Loyalty Oath

The Republican party either has a death wish or has been taken over by Democratic saboteurs who have secretly infiltrated its leadership in a vast left-wing conspiracy. I know of no other answers to explain what is happening here in Virginia. That state, my new home, is one of many that have “open primaries,” which means that anyone can vote in either the Republican or the Democratic presidential primaries, even if the voter is not a member of that party. The problem is, supposedly, sometimes Democrats vote with the Republicans, skewing the result.
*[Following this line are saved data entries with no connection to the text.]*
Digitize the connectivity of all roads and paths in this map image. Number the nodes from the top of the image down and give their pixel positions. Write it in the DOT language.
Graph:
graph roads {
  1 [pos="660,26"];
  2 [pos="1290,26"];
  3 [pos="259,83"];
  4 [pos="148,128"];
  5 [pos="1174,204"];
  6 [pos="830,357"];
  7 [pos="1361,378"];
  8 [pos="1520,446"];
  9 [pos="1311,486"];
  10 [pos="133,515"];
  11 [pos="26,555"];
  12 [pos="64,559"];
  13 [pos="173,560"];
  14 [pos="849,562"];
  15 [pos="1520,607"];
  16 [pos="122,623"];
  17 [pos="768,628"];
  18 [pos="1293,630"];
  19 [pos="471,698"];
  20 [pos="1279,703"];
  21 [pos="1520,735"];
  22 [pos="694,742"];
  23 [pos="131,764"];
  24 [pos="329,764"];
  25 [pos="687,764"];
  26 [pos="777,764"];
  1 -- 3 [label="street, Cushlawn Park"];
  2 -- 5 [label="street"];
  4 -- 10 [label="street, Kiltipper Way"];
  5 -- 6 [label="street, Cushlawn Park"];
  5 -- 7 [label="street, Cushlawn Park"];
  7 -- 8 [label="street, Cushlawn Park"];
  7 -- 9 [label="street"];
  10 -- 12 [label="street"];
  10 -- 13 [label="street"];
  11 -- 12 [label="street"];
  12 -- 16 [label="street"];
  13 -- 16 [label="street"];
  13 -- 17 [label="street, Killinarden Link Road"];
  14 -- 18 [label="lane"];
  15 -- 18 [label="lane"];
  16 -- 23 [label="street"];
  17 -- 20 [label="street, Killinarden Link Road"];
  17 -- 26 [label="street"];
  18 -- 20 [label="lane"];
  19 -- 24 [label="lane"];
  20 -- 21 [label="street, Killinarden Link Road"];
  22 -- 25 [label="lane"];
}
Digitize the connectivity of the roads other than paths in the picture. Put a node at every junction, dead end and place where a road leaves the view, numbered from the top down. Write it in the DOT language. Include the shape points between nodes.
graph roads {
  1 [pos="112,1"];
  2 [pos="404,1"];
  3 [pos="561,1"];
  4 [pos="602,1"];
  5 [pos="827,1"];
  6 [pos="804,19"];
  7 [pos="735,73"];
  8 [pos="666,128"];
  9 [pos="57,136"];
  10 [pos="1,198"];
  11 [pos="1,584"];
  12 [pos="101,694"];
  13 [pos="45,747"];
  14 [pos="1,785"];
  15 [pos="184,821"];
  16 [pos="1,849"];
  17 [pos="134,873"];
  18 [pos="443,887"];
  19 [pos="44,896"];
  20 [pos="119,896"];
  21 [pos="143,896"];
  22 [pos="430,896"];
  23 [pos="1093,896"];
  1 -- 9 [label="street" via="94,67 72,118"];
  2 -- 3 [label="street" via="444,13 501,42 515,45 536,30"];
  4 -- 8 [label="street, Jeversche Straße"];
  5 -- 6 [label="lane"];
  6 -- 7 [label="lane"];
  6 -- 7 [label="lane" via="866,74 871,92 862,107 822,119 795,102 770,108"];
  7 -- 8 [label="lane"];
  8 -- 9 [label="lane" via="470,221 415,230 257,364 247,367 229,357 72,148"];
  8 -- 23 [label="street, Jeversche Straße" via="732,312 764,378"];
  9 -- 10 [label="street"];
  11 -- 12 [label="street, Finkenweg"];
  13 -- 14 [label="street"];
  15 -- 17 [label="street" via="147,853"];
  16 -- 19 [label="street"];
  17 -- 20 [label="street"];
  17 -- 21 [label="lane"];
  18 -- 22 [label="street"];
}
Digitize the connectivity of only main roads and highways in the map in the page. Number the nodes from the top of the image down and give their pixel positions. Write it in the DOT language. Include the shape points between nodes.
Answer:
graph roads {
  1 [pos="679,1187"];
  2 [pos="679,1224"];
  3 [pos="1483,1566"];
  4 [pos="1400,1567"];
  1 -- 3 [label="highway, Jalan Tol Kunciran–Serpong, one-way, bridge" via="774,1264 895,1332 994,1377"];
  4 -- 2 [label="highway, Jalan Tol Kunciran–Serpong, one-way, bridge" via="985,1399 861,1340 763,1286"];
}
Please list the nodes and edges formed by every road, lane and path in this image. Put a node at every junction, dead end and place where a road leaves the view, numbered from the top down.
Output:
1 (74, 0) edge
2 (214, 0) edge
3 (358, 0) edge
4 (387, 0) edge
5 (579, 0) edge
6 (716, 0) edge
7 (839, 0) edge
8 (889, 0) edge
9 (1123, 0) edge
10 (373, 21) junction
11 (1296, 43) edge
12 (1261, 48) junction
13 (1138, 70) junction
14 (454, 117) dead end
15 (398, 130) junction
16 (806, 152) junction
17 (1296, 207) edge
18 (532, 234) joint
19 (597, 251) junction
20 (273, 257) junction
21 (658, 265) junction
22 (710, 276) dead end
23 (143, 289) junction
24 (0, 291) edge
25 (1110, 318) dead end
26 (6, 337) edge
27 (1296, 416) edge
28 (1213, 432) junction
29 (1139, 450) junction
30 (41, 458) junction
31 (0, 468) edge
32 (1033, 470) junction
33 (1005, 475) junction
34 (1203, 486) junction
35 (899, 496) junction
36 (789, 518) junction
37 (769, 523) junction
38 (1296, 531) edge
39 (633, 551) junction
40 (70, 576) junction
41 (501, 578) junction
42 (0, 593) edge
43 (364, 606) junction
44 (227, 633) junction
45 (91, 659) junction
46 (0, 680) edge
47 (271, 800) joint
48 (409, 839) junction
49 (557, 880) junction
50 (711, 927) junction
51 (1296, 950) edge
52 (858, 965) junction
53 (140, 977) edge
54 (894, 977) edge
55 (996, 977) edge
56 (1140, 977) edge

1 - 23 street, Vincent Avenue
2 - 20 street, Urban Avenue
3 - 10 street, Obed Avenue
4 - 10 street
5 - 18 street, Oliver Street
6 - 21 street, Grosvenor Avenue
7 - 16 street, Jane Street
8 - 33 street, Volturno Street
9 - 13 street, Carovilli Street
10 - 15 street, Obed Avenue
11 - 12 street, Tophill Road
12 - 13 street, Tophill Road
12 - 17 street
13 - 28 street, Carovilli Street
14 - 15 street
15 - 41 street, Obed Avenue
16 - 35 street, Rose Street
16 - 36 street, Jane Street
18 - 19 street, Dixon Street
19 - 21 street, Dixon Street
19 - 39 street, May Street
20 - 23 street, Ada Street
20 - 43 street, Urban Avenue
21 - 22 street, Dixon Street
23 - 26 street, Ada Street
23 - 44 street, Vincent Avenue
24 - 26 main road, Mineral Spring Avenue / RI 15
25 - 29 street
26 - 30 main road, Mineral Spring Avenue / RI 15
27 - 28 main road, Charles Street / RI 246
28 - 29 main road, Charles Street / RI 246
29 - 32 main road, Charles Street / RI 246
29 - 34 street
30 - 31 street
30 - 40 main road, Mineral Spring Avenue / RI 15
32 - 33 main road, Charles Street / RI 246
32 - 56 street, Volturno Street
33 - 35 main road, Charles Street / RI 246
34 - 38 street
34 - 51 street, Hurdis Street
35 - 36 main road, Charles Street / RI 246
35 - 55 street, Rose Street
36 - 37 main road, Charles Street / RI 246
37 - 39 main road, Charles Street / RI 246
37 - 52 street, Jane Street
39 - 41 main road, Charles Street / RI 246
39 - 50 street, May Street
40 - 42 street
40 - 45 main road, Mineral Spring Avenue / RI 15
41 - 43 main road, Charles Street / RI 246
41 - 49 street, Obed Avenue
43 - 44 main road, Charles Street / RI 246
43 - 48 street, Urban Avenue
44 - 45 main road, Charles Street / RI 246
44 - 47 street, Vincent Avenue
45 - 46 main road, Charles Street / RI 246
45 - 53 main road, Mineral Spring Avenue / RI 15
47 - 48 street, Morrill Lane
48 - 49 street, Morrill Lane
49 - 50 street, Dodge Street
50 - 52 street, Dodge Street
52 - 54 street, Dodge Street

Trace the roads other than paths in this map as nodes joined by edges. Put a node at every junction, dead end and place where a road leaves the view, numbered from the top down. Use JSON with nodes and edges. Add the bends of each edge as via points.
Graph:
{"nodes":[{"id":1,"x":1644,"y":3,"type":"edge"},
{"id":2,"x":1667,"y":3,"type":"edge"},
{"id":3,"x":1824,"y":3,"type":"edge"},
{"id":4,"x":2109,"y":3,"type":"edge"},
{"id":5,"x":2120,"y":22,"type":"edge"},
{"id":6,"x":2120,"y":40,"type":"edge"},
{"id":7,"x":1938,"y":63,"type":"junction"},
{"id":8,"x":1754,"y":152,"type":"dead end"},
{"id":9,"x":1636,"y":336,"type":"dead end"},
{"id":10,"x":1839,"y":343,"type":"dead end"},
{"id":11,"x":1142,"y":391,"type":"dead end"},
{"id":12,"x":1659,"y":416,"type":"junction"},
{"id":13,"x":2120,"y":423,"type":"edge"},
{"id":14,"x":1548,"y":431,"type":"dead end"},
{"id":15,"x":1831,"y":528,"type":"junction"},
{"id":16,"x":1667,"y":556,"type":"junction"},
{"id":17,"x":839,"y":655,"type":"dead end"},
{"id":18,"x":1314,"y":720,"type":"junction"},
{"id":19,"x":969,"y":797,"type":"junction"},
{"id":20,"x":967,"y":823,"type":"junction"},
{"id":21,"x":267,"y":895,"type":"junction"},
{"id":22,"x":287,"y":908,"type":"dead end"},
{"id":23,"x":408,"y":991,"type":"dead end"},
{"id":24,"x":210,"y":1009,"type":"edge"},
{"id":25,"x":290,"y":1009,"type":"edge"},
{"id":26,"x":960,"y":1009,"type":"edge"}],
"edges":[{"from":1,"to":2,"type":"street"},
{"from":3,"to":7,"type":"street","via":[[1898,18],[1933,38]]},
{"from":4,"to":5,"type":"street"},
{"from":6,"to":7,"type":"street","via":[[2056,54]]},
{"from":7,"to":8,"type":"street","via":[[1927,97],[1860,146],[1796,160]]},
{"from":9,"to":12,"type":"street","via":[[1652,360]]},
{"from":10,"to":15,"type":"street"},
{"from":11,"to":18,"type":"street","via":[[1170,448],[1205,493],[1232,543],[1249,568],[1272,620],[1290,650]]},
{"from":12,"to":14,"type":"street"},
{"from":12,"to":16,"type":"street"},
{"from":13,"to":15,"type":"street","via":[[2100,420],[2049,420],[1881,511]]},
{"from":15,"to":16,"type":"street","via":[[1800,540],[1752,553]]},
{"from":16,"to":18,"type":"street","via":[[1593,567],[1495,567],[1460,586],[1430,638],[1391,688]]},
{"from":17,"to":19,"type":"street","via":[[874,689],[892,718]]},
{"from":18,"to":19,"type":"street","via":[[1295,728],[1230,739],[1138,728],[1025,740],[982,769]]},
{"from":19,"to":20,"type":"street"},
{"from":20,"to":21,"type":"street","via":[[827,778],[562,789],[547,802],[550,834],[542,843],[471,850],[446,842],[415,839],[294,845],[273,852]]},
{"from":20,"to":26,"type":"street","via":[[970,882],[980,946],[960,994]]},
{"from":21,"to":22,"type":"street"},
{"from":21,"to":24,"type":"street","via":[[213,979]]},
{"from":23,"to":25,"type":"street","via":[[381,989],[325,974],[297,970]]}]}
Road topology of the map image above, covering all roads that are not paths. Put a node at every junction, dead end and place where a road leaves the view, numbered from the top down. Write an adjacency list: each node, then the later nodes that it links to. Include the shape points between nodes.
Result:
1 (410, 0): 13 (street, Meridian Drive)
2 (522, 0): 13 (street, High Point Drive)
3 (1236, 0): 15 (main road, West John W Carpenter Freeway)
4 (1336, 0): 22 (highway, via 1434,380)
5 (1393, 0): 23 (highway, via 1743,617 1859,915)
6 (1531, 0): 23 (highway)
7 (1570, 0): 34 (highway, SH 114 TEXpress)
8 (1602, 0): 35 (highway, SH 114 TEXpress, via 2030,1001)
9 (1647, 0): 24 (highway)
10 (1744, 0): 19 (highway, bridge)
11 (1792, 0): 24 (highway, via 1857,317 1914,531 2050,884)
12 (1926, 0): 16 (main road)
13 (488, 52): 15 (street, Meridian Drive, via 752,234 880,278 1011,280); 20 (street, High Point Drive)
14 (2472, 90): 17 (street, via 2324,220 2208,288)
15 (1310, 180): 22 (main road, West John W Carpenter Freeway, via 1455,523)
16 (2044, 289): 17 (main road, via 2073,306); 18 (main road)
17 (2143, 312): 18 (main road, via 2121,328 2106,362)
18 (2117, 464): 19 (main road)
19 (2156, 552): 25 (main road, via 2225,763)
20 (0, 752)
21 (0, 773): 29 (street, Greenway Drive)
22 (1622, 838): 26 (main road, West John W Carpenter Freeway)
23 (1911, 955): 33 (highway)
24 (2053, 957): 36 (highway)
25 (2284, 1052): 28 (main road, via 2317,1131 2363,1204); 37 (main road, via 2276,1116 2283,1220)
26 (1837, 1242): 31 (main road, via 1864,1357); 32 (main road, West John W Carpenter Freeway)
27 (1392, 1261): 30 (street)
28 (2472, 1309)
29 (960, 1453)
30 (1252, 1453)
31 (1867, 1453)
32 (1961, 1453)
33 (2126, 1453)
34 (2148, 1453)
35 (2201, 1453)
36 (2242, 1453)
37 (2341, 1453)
So Virginia’s Republican leadership has come up with this bright idea: Before anyone is given a ballot in the Republican primary, he or she must sign this loyalty oath:

“I, the undersigned, pledge that I intend to support the nominee of the Republican Party for President.”

That means that I will not be voting! I am not going to bind my conscience or my vote by making such a promise, even if I end up voting for a Republican. And I reserve the right to vote for a third party candidate if the Republicans nominate someone I oppose.

I suspect this is aimed precisely at keeping away us pro-life voters. (After all, Democrats are not going to be voting in this Republican primary THIS year, since their own race is so highly contested.)

Many of us have said that if the pro-death Giuliani gets nominated, we will not vote Republican. So this prevents us from voting against him.

My fellow Virginians, rise up against this attempt to take away your vote! Talk-shows, bloggers, come to our defense!

UPDATE: Thanks to the public outcry, the Virginia GOP has put the kibosh on the loyalty oath! Thanks for being part of the outcry.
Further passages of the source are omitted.